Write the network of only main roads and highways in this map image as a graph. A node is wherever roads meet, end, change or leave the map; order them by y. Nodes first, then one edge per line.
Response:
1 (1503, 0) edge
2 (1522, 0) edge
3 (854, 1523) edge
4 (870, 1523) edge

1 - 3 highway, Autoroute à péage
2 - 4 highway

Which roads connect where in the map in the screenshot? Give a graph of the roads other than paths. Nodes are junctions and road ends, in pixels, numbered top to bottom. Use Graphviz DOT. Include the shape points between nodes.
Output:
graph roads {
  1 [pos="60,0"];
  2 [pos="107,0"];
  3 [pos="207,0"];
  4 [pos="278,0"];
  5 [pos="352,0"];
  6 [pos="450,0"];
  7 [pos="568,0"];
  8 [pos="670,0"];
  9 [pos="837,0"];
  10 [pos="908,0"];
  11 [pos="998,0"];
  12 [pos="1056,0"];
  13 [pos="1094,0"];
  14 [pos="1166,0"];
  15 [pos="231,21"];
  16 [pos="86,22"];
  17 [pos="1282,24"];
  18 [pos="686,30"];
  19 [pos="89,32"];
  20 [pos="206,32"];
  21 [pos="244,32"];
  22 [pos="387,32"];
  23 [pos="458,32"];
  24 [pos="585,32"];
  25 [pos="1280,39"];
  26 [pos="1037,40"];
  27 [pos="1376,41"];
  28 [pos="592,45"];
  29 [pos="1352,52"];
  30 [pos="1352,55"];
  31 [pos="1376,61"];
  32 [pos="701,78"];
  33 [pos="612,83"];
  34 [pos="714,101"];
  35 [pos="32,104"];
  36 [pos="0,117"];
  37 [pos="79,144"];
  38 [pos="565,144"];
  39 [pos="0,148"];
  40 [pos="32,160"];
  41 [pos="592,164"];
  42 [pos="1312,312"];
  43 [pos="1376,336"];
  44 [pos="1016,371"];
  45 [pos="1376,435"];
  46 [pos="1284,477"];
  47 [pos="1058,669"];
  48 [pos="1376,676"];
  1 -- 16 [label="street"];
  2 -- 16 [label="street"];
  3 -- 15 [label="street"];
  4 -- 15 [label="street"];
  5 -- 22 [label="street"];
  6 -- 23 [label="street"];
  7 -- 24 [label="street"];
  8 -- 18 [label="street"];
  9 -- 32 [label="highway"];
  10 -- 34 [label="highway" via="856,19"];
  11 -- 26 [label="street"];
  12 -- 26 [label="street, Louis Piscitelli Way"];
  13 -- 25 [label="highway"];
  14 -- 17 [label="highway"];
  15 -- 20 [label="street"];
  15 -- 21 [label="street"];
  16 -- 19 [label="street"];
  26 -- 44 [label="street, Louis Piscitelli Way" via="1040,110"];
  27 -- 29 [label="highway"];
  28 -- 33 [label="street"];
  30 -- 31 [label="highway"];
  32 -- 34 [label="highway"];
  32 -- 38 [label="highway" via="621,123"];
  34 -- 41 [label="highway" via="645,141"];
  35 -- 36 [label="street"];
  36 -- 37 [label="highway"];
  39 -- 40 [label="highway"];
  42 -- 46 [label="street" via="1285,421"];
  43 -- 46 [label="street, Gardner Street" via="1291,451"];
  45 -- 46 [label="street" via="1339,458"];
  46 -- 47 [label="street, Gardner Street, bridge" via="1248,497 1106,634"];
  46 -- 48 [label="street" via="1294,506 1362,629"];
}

---+---

→ PROBLEM REQUIREMENTS:
Write the entries out once more, exactly as they appear.

→ RESULT FOR THIS EXERCISE:
Write the network of only main roads and highways in this map image as a graph. A node is wherever roads meet, end, change or leave the map; order them by y. Nodes first, then one edge per line.
Response:
1 (1503, 0) edge
2 (1522, 0) edge
3 (854, 1523) edge
4 (870, 1523) edge

1 - 3 highway, Autoroute à péage
2 - 4 highway

Which roads connect where in the map in the screenshot? Give a graph of the roads other than paths. Nodes are junctions and road ends, in pixels, numbered top to bottom. Use Graphviz DOT. Include the shape points between nodes.
Output:
graph roads {
  1 [pos="60,0"];
  2 [pos="107,0"];
  3 [pos="207,0"];
  4 [pos="278,0"];
  5 [pos="352,0"];
  6 [pos="450,0"];
  7 [pos="568,0"];
  8 [pos="670,0"];
  9 [pos="837,0"];
  10 [pos="908,0"];
  11 [pos="998,0"];
  12 [pos="1056,0"];
  13 [pos="1094,0"];
  14 [pos="1166,0"];
  15 [pos="231,21"];
  16 [pos="86,22"];
  17 [pos="1282,24"];
  18 [pos="686,30"];
  19 [pos="89,32"];
  20 [pos="206,32"];
  21 [pos="244,32"];
  22 [pos="387,32"];
  23 [pos="458,32"];
  24 [pos="585,32"];
  25 [pos="1280,39"];
  26 [pos="1037,40"];
  27 [pos="1376,41"];
  28 [pos="592,45"];
  29 [pos="1352,52"];
  30 [pos="1352,55"];
  31 [pos="1376,61"];
  32 [pos="701,78"];
  33 [pos="612,83"];
  34 [pos="714,101"];
  35 [pos="32,104"];
  36 [pos="0,117"];
  37 [pos="79,144"];
  38 [pos="565,144"];
  39 [pos="0,148"];
  40 [pos="32,160"];
  41 [pos="592,164"];
  42 [pos="1312,312"];
  43 [pos="1376,336"];
  44 [pos="1016,371"];
  45 [pos="1376,435"];
  46 [pos="1284,477"];
  47 [pos="1058,669"];
  48 [pos="1376,676"];
  1 -- 16 [label="street"];
  2 -- 16 [label="street"];
  3 -- 15 [label="street"];
  4 -- 15 [label="street"];
  5 -- 22 [label="street"];
  6 -- 23 [label="street"];
  7 -- 24 [label="street"];
  8 -- 18 [label="street"];
  9 -- 32 [label="highway"];
  10 -- 34 [label="highway" via="856,19"];
  11 -- 26 [label="street"];
  12 -- 26 [label="street, Louis Piscitelli Way"];
  13 -- 25 [label="highway"];
  14 -- 17 [label="highway"];
  15 -- 20 [label="street"];
  15 -- 21 [label="street"];
  16 -- 19 [label="street"];
  26 -- 44 [label="street, Louis Piscitelli Way" via="1040,110"];
  27 -- 29 [label="highway"];
  28 -- 33 [label="street"];
  30 -- 31 [label="highway"];
  32 -- 34 [label="highway"];
  32 -- 38 [label="highway" via="621,123"];
  34 -- 41 [label="highway" via="645,141"];
  35 -- 36 [label="street"];
  36 -- 37 [label="highway"];
  39 -- 40 [label="highway"];
  42 -- 46 [label="street" via="1285,421"];
  43 -- 46 [label="street, Gardner Street" via="1291,451"];
  45 -- 46 [label="street" via="1339,458"];
  46 -- 47 [label="street, Gardner Street, bridge" via="1248,497 1106,634"];
  46 -- 48 [label="street" via="1294,506 1362,629"];
}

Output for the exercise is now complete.